TASK DIRECTIONS: Whichever lines of the material contain "thumb", copy each of them.
########
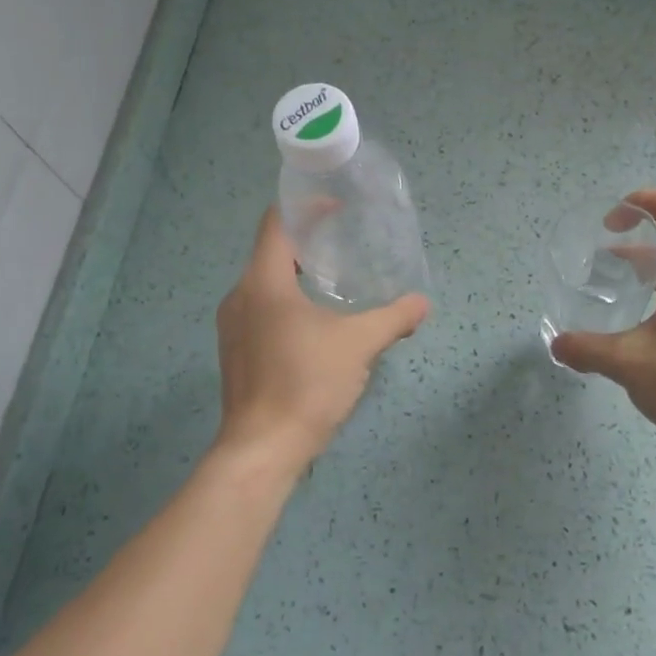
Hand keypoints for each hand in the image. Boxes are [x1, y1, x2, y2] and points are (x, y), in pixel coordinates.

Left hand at [212, 207, 429, 473]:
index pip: (276, 224)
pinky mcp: (237, 353)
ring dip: (296, 275)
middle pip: (270, 252)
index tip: (336, 206)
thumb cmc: (307, 383)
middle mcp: (240, 297)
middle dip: (306, 243)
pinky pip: (261, 311)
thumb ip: (393, 318)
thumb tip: (422, 304)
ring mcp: (233, 327)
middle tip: (344, 243)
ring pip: (265, 284)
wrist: (262, 449)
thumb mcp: (359, 345)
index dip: (305, 208)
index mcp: (263, 282)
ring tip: (334, 281)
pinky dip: (287, 303)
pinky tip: (315, 324)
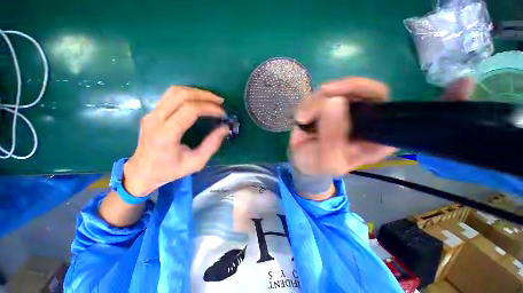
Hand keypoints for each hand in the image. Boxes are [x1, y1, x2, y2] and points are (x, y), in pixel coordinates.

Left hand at [123, 86, 229, 196]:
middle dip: (205, 96)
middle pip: (181, 95)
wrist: (142, 171)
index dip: (209, 108)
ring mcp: (151, 113)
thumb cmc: (170, 170)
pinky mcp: (152, 112)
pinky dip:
########
OUTPUT OF THE EXERCISE:
thumb cmc: (307, 383)
thumb ip: (393, 318)
thumb tip: (422, 304)
thumb mcp: (359, 345)
thumb cmc: (170, 170)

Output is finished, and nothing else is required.